- [Records for this task]:
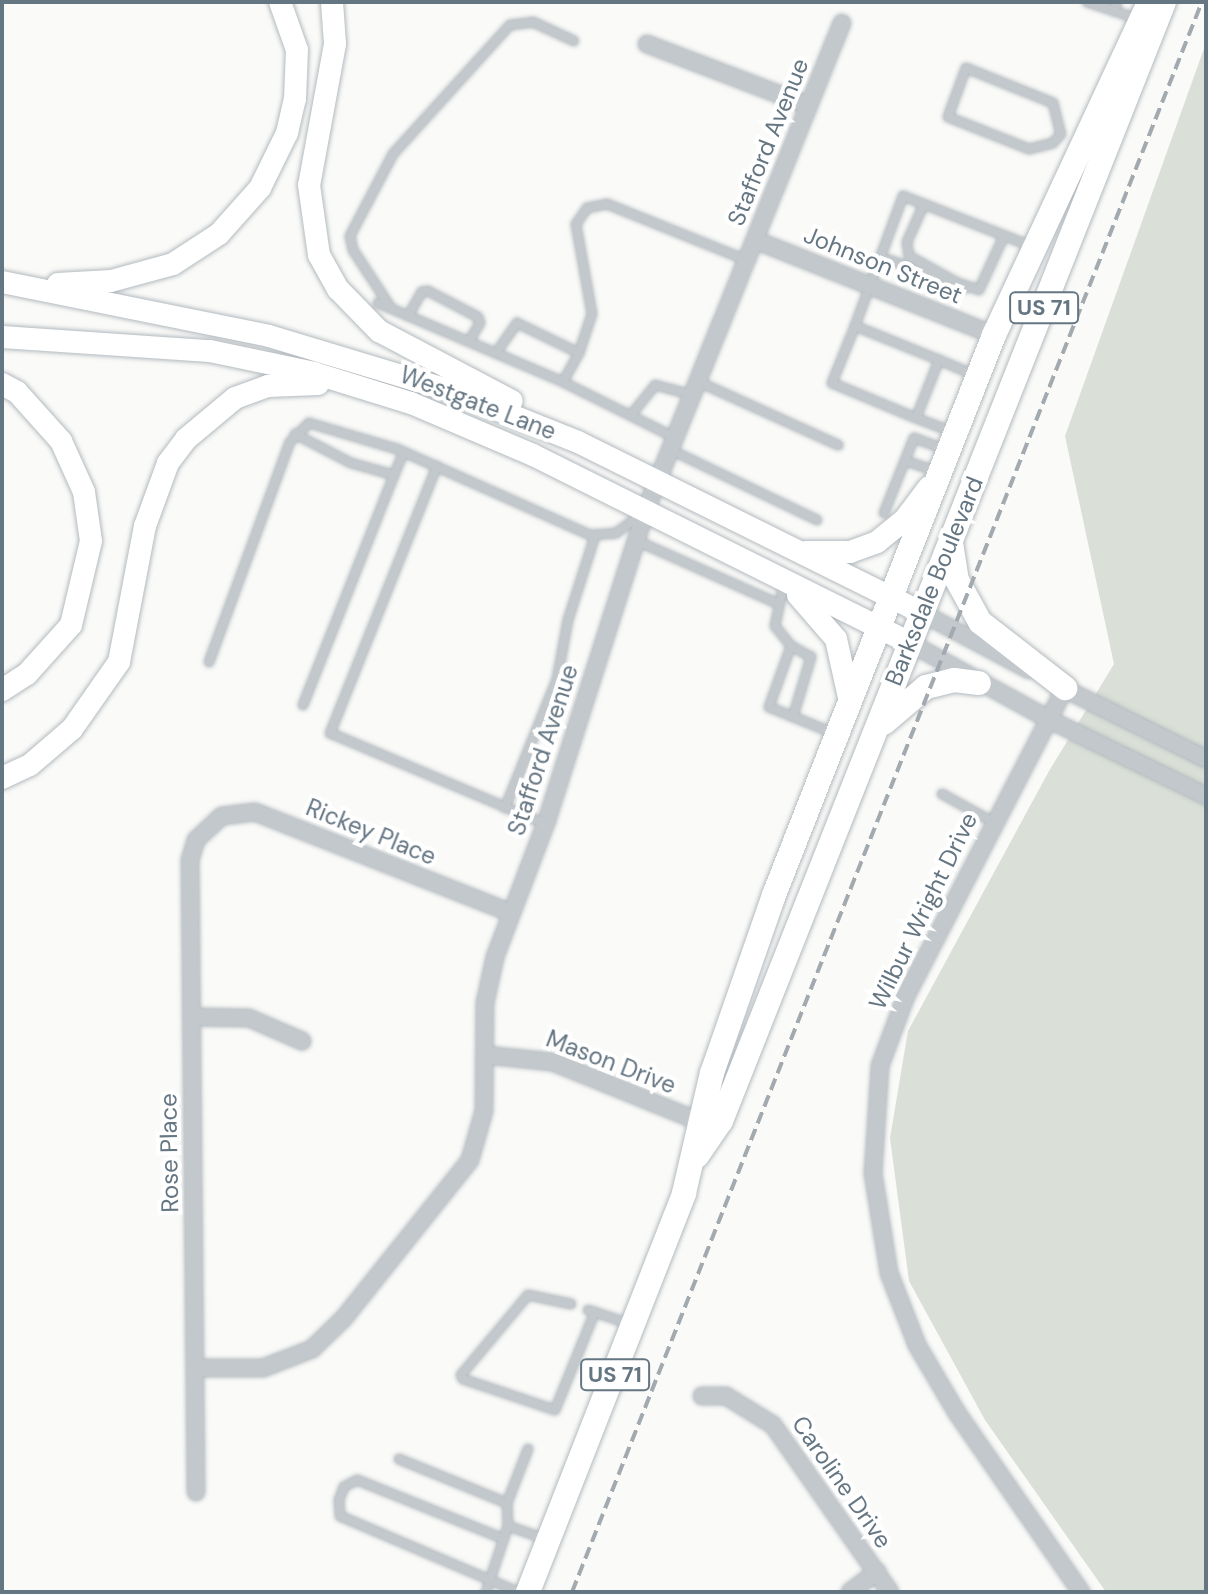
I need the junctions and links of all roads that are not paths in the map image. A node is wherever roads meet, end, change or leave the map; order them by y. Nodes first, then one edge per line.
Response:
1 (280, 2) edge
2 (332, 2) edge
3 (1087, 2) edge
4 (1164, 2) edge
5 (1116, 6) edge
6 (1148, 16) edge
7 (842, 23) dead end
8 (574, 41) dead end
9 (647, 44) dead end
10 (809, 106) junction
11 (1072, 139) junction
12 (1106, 153) junction
13 (924, 204) junction
14 (1004, 236) junction
15 (755, 240) junction
16 (1033, 247) junction
17 (880, 257) junction
18 (747, 260) junction
19 (2, 281) edge
20 (870, 284) junction
21 (971, 291) junction
22 (378, 303) dead end
23 (391, 308) junction
24 (408, 316) junction
25 (855, 326) junction
26 (994, 335) junction
27 (2, 337) edge
28 (469, 341) junction
29 (1027, 349) junction
30 (496, 353) junction
31 (579, 353) junction
32 (939, 360) junction
33 (978, 377) junction
34 (563, 382) junction
35 (2, 384) edge
36 (364, 387) junction
37 (696, 388) junction
38 (631, 415) junction
39 (916, 418) junction
40 (295, 434) junction
41 (578, 442) junction
42 (674, 444) junction
43 (838, 445) dead end
44 (404, 452) junction
45 (948, 452) junction
46 (906, 461) junction
47 (437, 466) junction
48 (394, 475) junction
49 (658, 481) junction
50 (645, 512) junction
51 (884, 513) dead end
52 (817, 520) dead end
53 (595, 536) junction
54 (951, 536) junction
55 (635, 540) junction
56 (792, 549) junction
57 (784, 591) junction
58 (891, 598) junction
59 (922, 613) junction
60 (879, 628) junction
61 (910, 643) junction
62 (791, 646) junction
63 (209, 662) dead end
64 (979, 683) junction
65 (1065, 688) junction
66 (2, 690) edge
67 (850, 702) junction
68 (303, 705) dead end
69 (793, 717) junction
70 (1048, 719) junction
71 (874, 733) junction
72 (837, 735) junction
73 (1206, 759) edge
74 (2, 778) edge
75 (942, 794) dead end
76 (1206, 796) edge
77 (505, 808) junction
78 (213, 822) joint
79 (993, 822) junction
80 (546, 824) junction
81 (774, 895) junction
82 (805, 907) junction
83 (511, 913) junction
84 (192, 1017) junction
85 (302, 1041) dead end
86 (485, 1055) junction
87 (707, 1125) junction
88 (571, 1304) dead end
89 (635, 1326) junction
90 (195, 1368) junction
91 (702, 1396) dead end
92 (528, 1449) dead end
93 (399, 1459) dead end
94 (196, 1492) dead end
95 (507, 1503) junction
96 (508, 1526) junction
97 (504, 1539) junction
98 (549, 1540) junction
99 (877, 1572) junction
100 (490, 1580) junction
101 (486, 1592) edge
102 (518, 1592) edge
103 (528, 1592) edge
104 (850, 1592) edge
105 (890, 1592) edge
106 (1081, 1592) edge

1 - 19 main road
2 - 41 main road
3 - 5 lane
4 - 6 main road, Barksdale Boulevard / US 71
5 - 6 lane
6 - 11 main road, Barksdale Boulevard / US 71
6 - 12 main road, Barksdale Boulevard / US 71
7 - 10 street, Stafford Avenue
8 - 23 lane
9 - 10 street
10 - 15 street, Stafford Avenue
11 - 11 lane
11 - 12 lane
11 - 16 main road, Barksdale Boulevard / US 71
12 - 29 main road, Barksdale Boulevard / US 71
13 - 14 lane
13 - 17 lane
13 - 21 lane
14 - 16 lane
14 - 21 lane
15 - 18 street, Stafford Avenue
15 - 20 street, Johnson Street
16 - 26 main road, Barksdale Boulevard / US 71
17 - 20 lane
17 - 21 lane
18 - 31 lane
18 - 37 street, Stafford Avenue
19 - 41 main road, Westgate Lane
20 - 25 lane
20 - 26 street, Johnson Street
22 - 23 lane
23 - 24 lane
24 - 28 lane
24 - 28 lane
25 - 32 lane
25 - 39 lane
26 - 29 main road
26 - 33 main road, Barksdale Boulevard / US 71
27 - 36 main road, Westgate Lane
28 - 30 lane
29 - 54 main road, Barksdale Boulevard / US 71
30 - 31 lane
30 - 34 lane
31 - 34 lane
32 - 33 lane
32 - 39 lane
33 - 45 main road, Barksdale Boulevard / US 71
34 - 38 lane
35 - 66 main road
36 - 50 main road, Westgate Lane
36 - 74 main road
37 - 38 lane
37 - 42 street, Stafford Avenue
37 - 43 lane
38 - 42 lane
39 - 45 lane
40 - 44 lane
40 - 48 lane
40 - 63 lane
41 - 49 main road, Westgate Lane
42 - 49 street, Stafford Avenue
42 - 52 lane
44 - 47 lane
44 - 48 lane
45 - 46 lane
45 - 46 lane
45 - 56 main road
45 - 58 main road, Barksdale Boulevard / US 71
46 - 51 lane
47 - 53 lane
47 - 77 lane
48 - 68 lane
49 - 50 street, Stafford Avenue
49 - 56 main road, Westgate Lane
50 - 53 lane
50 - 55 street, Stafford Avenue
50 - 57 main road, Westgate Lane
53 - 77 lane
54 - 59 main road, Barksdale Boulevard / US 71
54 - 65 main road
55 - 57 lane
55 - 80 street, Stafford Avenue
56 - 58 main road, Westgate Lane
57 - 60 main road, Westgate Lane
57 - 62 lane
57 - 67 main road
58 - 59 main road, Westgate Lane
58 - 60 main road, Barksdale Boulevard / US 71
59 - 61 main road, Barksdale Boulevard / US 71
59 - 65 street
60 - 61 main road, Westgate Lane
60 - 67 main road, Barksdale Boulevard / US 71
61 - 64 street
61 - 71 main road, Barksdale Boulevard / US 71
62 - 69 lane
62 - 69 lane
64 - 70 street
64 - 71 main road
65 - 70 street, Wilbur Wright Drive
65 - 73 street
67 - 72 main road, Barksdale Boulevard / US 71
69 - 72 lane
70 - 76 street
70 - 79 street, Wilbur Wright Drive
71 - 82 main road, Barksdale Boulevard / US 71
72 - 81 main road, Barksdale Boulevard / US 71
75 - 79 lane
77 - 80 lane
78 - 83 street, Rickey Place
78 - 84 street, Rose Place
79 - 106 street, Wilbur Wright Drive
80 - 83 street, Stafford Avenue
81 - 82 main road
81 - 87 main road, Barksdale Boulevard / US 71
82 - 87 main road, Barksdale Boulevard / US 71
83 - 86 street, Stafford Avenue
84 - 85 street
84 - 90 street, Rose Place
86 - 87 street, Mason Drive
86 - 90 street, Stafford Avenue
87 - 89 main road, Barksdale Boulevard / US 71
88 - 89 lane
89 - 98 main road, Barksdale Boulevard / US 71
90 - 94 street, Rose Place
91 - 99 street, Caroline Drive
92 - 95 lane
93 - 95 lane
95 - 96 lane
96 - 97 lane
96 - 98 lane
97 - 100 lane
97 - 100 lane
98 - 103 main road, Barksdale Boulevard / US 71
99 - 104 street
99 - 105 street, Caroline Drive
100 - 101 lane
100 - 102 lane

- [Instructions to follow]:
Could you please repeat the entries above exactly, with every picture left out?

- [Answer space]:
I need the junctions and links of all roads that are not paths in the map image. A node is wherever roads meet, end, change or leave the map; order them by y. Nodes first, then one edge per line.
Response:
1 (280, 2) edge
2 (332, 2) edge
3 (1087, 2) edge
4 (1164, 2) edge
5 (1116, 6) edge
6 (1148, 16) edge
7 (842, 23) dead end
8 (574, 41) dead end
9 (647, 44) dead end
10 (809, 106) junction
11 (1072, 139) junction
12 (1106, 153) junction
13 (924, 204) junction
14 (1004, 236) junction
15 (755, 240) junction
16 (1033, 247) junction
17 (880, 257) junction
18 (747, 260) junction
19 (2, 281) edge
20 (870, 284) junction
21 (971, 291) junction
22 (378, 303) dead end
23 (391, 308) junction
24 (408, 316) junction
25 (855, 326) junction
26 (994, 335) junction
27 (2, 337) edge
28 (469, 341) junction
29 (1027, 349) junction
30 (496, 353) junction
31 (579, 353) junction
32 (939, 360) junction
33 (978, 377) junction
34 (563, 382) junction
35 (2, 384) edge
36 (364, 387) junction
37 (696, 388) junction
38 (631, 415) junction
39 (916, 418) junction
40 (295, 434) junction
41 (578, 442) junction
42 (674, 444) junction
43 (838, 445) dead end
44 (404, 452) junction
45 (948, 452) junction
46 (906, 461) junction
47 (437, 466) junction
48 (394, 475) junction
49 (658, 481) junction
50 (645, 512) junction
51 (884, 513) dead end
52 (817, 520) dead end
53 (595, 536) junction
54 (951, 536) junction
55 (635, 540) junction
56 (792, 549) junction
57 (784, 591) junction
58 (891, 598) junction
59 (922, 613) junction
60 (879, 628) junction
61 (910, 643) junction
62 (791, 646) junction
63 (209, 662) dead end
64 (979, 683) junction
65 (1065, 688) junction
66 (2, 690) edge
67 (850, 702) junction
68 (303, 705) dead end
69 (793, 717) junction
70 (1048, 719) junction
71 (874, 733) junction
72 (837, 735) junction
73 (1206, 759) edge
74 (2, 778) edge
75 (942, 794) dead end
76 (1206, 796) edge
77 (505, 808) junction
78 (213, 822) joint
79 (993, 822) junction
80 (546, 824) junction
81 (774, 895) junction
82 (805, 907) junction
83 (511, 913) junction
84 (192, 1017) junction
85 (302, 1041) dead end
86 (485, 1055) junction
87 (707, 1125) junction
88 (571, 1304) dead end
89 (635, 1326) junction
90 (195, 1368) junction
91 (702, 1396) dead end
92 (528, 1449) dead end
93 (399, 1459) dead end
94 (196, 1492) dead end
95 (507, 1503) junction
96 (508, 1526) junction
97 (504, 1539) junction
98 (549, 1540) junction
99 (877, 1572) junction
100 (490, 1580) junction
101 (486, 1592) edge
102 (518, 1592) edge
103 (528, 1592) edge
104 (850, 1592) edge
105 (890, 1592) edge
106 (1081, 1592) edge

1 - 19 main road
2 - 41 main road
3 - 5 lane
4 - 6 main road, Barksdale Boulevard / US 71
5 - 6 lane
6 - 11 main road, Barksdale Boulevard / US 71
6 - 12 main road, Barksdale Boulevard / US 71
7 - 10 street, Stafford Avenue
8 - 23 lane
9 - 10 street
10 - 15 street, Stafford Avenue
11 - 11 lane
11 - 12 lane
11 - 16 main road, Barksdale Boulevard / US 71
12 - 29 main road, Barksdale Boulevard / US 71
13 - 14 lane
13 - 17 lane
13 - 21 lane
14 - 16 lane
14 - 21 lane
15 - 18 street, Stafford Avenue
15 - 20 street, Johnson Street
16 - 26 main road, Barksdale Boulevard / US 71
17 - 20 lane
17 - 21 lane
18 - 31 lane
18 - 37 street, Stafford Avenue
19 - 41 main road, Westgate Lane
20 - 25 lane
20 - 26 street, Johnson Street
22 - 23 lane
23 - 24 lane
24 - 28 lane
24 - 28 lane
25 - 32 lane
25 - 39 lane
26 - 29 main road
26 - 33 main road, Barksdale Boulevard / US 71
27 - 36 main road, Westgate Lane
28 - 30 lane
29 - 54 main road, Barksdale Boulevard / US 71
30 - 31 lane
30 - 34 lane
31 - 34 lane
32 - 33 lane
32 - 39 lane
33 - 45 main road, Barksdale Boulevard / US 71
34 - 38 lane
35 - 66 main road
36 - 50 main road, Westgate Lane
36 - 74 main road
37 - 38 lane
37 - 42 street, Stafford Avenue
37 - 43 lane
38 - 42 lane
39 - 45 lane
40 - 44 lane
40 - 48 lane
40 - 63 lane
41 - 49 main road, Westgate Lane
42 - 49 street, Stafford Avenue
42 - 52 lane
44 - 47 lane
44 - 48 lane
45 - 46 lane
45 - 46 lane
45 - 56 main road
45 - 58 main road, Barksdale Boulevard / US 71
46 - 51 lane
47 - 53 lane
47 - 77 lane
48 - 68 lane
49 - 50 street, Stafford Avenue
49 - 56 main road, Westgate Lane
50 - 53 lane
50 - 55 street, Stafford Avenue
50 - 57 main road, Westgate Lane
53 - 77 lane
54 - 59 main road, Barksdale Boulevard / US 71
54 - 65 main road
55 - 57 lane
55 - 80 street, Stafford Avenue
56 - 58 main road, Westgate Lane
57 - 60 main road, Westgate Lane
57 - 62 lane
57 - 67 main road
58 - 59 main road, Westgate Lane
58 - 60 main road, Barksdale Boulevard / US 71
59 - 61 main road, Barksdale Boulevard / US 71
59 - 65 street
60 - 61 main road, Westgate Lane
60 - 67 main road, Barksdale Boulevard / US 71
61 - 64 street
61 - 71 main road, Barksdale Boulevard / US 71
62 - 69 lane
62 - 69 lane
64 - 70 street
64 - 71 main road
65 - 70 street, Wilbur Wright Drive
65 - 73 street
67 - 72 main road, Barksdale Boulevard / US 71
69 - 72 lane
70 - 76 street
70 - 79 street, Wilbur Wright Drive
71 - 82 main road, Barksdale Boulevard / US 71
72 - 81 main road, Barksdale Boulevard / US 71
75 - 79 lane
77 - 80 lane
78 - 83 street, Rickey Place
78 - 84 street, Rose Place
79 - 106 street, Wilbur Wright Drive
80 - 83 street, Stafford Avenue
81 - 82 main road
81 - 87 main road, Barksdale Boulevard / US 71
82 - 87 main road, Barksdale Boulevard / US 71
83 - 86 street, Stafford Avenue
84 - 85 street
84 - 90 street, Rose Place
86 - 87 street, Mason Drive
86 - 90 street, Stafford Avenue
87 - 89 main road, Barksdale Boulevard / US 71
88 - 89 lane
89 - 98 main road, Barksdale Boulevard / US 71
90 - 94 street, Rose Place
91 - 99 street, Caroline Drive
92 - 95 lane
93 - 95 lane
95 - 96 lane
96 - 97 lane
96 - 98 lane
97 - 100 lane
97 - 100 lane
98 - 103 main road, Barksdale Boulevard / US 71
99 - 104 street
99 - 105 street, Caroline Drive
100 - 101 lane
100 - 102 lane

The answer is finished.